Updated: Nov 26, 2020


by Josh Gane


It is impossible for someone of a different sex, color, class or identity to truly understand exactly what it means to stand in their opposite’s shoes. This realization hit me last night during Kamala Harris’s speech. I knew that the moment was historic, but the gravity of the situation did not hit me until I looked over at my wife, holding my daughter in her arms. My wife is Hispanic, and our daughter is of mixed ethnicity. I watched as my wife’s eyes opened wide, her mouth open slightly, smiling with her entire being. She was holding my four-month-old daughter tight, who herself was staring at the screen with wide eyes, sucking on her pacifier, as Kamala recognized black, white, Asian, Indian, and Hispanic young women, and offered hope for their future. The electricity chilled me. I got goosebumps.
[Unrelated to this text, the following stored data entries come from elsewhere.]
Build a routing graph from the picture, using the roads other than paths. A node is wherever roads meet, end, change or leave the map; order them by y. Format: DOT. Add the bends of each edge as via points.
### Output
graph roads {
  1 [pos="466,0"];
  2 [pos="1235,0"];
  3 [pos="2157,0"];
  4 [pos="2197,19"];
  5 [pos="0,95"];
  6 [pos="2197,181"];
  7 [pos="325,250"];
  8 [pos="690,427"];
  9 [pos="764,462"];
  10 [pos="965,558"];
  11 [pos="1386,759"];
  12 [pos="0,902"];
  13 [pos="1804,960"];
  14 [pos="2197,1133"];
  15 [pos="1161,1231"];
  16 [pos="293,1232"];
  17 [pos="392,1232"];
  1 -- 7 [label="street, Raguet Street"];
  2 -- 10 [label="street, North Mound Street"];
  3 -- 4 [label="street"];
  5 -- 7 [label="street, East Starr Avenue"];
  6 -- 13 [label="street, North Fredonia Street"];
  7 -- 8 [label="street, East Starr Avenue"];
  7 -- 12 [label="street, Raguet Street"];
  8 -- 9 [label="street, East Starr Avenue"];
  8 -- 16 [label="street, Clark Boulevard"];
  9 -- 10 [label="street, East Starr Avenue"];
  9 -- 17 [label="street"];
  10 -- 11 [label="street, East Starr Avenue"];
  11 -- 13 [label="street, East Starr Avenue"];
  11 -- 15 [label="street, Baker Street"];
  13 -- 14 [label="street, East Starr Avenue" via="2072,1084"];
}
This was against the backdrop of a presidency that demonized my wife and her people, and incited fear and hate in the hearts of many of his followers; A presidency that belittled women and a president who treated women as objects. Not only was my family offended by President Trump, we were scared for our future. Among other policies, Trump put legal roadblocks in place to make it much more difficult for someone like myself to marry a foreign woman and make her a legal resident. My attorney constantly had to adjust our case to meet the new demands. A process that took 6 months in the past has dragged out for 3 years and is still not resolved. We were scared. Trump was a bigger threat than anything else in our life. But last night, we were hopeful again. Kamala inspired hope, compassion and love, and the crowds of people around the world heard the message. I heard the message. I felt the message.

I could not have known what it is like to be a father to a little girl, until I was. Still, I will never know what it is to live as a woman in this world. I will never know what it is like to be Hispanic or black in this world. Because my daughter is so dear to me, I am drawn to care more about women and people of color than I ever was before. This is a lesson for me. I need to always try my best to empathize with others, not only when my family is affected directly, but when they are not. That is what Kamala Harris did for me.

Kamala Harris is important not only because she set a historic precedent, she is important because she is needed. Our government needs women. Our government needs people of color. Our government needs as many different types of Americans as possible so that we can draw from those diverse experiences and perspectives and build a more equal society.

I am not the only one who thinks so. Last night the streets were filled with the love and joy of thousands. The contrast of this hopeful and loving gathering to the riots, and teargas, and fires, and rage was palpable. Kamala will not make racial injustice go away. But she will certainly not encourage and fan the racial flames of division and hate as Trump did. We are moving forward, not backwards.

It was only one speech and yet the impact was incredible. Kamala knows that words are important, that language is crucial to affective leadership. Kamala is the one to communicate to our little girls, and her record of action speaks for itself. I have no doubt that she will do everything she can to make this world a better place for my daughter. It is in her energy, her words, and her actions.

Many of Trump’s supporters said to ignore his rhetoric and only look at his actions, even when they contradicted one another. No. Words matter. Our word is our bond. If you don’t have your word, what do you have? I can tell you what you don’t have: respect from those who hold you accountable and certainly not a second term as president.

Hope and love are more powerful than any other force. I hope we stay on this course, and I love Kamala for taking us there.